▶ **DATA SHOWN**:

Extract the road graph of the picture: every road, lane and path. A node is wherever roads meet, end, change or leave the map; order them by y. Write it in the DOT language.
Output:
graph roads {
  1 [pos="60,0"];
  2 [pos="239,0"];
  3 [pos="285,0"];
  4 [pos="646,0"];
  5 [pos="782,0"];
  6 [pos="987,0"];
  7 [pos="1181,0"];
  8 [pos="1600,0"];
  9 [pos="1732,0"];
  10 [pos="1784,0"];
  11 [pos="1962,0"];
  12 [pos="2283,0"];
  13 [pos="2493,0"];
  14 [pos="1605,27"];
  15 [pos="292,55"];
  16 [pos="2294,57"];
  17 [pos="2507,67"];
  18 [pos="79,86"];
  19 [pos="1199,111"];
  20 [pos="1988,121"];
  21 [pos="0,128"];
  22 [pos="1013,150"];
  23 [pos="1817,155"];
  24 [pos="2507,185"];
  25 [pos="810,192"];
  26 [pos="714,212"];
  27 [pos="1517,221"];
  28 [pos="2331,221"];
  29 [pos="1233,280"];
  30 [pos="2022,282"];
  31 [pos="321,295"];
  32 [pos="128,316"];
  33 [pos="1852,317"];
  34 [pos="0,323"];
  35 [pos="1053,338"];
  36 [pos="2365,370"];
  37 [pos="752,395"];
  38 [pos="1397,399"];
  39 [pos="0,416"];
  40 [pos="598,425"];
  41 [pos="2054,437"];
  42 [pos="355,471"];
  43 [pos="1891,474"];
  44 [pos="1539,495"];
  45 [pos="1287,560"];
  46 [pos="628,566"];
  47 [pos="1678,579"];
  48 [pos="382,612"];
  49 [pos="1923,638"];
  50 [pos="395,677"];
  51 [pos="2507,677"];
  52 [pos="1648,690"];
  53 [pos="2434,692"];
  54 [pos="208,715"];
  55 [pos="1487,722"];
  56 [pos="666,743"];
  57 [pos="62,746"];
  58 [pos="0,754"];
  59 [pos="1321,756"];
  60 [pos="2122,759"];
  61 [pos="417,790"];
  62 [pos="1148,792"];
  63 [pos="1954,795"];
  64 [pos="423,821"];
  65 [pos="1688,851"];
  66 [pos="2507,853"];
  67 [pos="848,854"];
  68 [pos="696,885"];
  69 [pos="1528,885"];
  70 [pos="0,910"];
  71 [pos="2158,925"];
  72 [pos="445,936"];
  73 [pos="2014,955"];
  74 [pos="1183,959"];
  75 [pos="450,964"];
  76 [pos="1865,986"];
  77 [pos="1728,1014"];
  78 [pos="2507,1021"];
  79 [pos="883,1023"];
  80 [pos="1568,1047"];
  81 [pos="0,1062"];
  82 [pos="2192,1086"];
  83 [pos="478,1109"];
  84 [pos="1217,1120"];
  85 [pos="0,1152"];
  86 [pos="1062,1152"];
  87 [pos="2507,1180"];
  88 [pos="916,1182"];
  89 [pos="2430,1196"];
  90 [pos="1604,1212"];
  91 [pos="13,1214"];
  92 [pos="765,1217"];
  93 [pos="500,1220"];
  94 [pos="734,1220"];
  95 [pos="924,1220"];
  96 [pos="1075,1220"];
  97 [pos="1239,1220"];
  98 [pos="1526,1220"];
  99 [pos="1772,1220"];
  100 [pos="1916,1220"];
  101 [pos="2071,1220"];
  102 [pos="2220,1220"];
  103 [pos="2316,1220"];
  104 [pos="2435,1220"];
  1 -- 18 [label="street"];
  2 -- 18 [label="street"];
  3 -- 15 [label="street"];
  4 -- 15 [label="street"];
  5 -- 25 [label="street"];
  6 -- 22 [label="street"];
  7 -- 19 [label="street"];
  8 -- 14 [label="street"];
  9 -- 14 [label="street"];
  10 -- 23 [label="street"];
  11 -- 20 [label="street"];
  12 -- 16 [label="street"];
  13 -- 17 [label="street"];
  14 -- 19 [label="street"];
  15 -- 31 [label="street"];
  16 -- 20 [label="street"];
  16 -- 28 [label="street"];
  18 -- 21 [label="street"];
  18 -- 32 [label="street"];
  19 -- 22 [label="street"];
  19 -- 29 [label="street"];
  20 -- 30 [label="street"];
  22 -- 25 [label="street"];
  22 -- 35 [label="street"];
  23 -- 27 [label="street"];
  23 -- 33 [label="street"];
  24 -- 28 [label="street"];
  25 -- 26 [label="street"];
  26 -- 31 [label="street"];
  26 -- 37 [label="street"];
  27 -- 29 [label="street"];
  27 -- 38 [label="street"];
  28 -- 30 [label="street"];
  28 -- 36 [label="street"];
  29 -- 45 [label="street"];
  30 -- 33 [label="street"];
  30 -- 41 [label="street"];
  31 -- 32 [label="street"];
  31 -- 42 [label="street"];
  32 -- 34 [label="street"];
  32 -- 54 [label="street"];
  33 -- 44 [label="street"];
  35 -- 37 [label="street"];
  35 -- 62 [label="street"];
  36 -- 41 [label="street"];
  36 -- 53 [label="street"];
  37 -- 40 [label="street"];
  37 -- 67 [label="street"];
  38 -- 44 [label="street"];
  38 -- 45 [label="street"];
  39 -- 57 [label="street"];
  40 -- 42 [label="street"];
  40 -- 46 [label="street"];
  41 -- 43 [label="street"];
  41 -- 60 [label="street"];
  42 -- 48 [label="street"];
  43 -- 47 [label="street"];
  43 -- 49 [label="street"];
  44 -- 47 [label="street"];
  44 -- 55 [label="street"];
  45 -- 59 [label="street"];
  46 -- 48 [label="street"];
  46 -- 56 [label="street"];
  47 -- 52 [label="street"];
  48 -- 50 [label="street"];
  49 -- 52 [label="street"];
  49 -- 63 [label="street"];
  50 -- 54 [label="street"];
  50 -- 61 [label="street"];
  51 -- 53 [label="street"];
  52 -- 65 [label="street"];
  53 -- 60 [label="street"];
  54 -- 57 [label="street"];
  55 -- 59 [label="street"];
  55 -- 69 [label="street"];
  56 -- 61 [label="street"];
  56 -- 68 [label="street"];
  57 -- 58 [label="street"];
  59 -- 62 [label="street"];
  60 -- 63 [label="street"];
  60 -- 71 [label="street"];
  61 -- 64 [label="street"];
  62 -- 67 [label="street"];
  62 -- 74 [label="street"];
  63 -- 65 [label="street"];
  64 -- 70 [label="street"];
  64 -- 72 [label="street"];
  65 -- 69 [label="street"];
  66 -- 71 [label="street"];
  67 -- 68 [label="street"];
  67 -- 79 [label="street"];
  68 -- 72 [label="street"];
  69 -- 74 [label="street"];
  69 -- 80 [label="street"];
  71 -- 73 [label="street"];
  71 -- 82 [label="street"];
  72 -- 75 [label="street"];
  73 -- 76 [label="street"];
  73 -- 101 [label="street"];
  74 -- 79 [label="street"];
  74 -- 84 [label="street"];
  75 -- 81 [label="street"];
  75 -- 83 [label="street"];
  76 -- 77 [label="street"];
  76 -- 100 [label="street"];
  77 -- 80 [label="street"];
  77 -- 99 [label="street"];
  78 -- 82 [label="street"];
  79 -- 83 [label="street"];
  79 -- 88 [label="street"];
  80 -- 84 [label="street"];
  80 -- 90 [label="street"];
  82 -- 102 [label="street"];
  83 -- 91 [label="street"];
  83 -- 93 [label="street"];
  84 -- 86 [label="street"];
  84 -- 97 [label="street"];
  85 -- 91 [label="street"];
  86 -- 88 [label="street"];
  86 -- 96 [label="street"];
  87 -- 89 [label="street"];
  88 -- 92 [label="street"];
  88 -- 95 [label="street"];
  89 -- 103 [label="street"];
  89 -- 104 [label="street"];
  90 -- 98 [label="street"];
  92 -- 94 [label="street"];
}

▶ **WHAT THE TASK REQUIRES**: From the records above, pull every line that carries the word "graph".

▶ **ANSWER BOX**:
Extract the road graph of the picture: every road, lane and path. A node is wherever roads meet, end, change or leave the map; order them by y. Write it in the DOT language.
graph roads {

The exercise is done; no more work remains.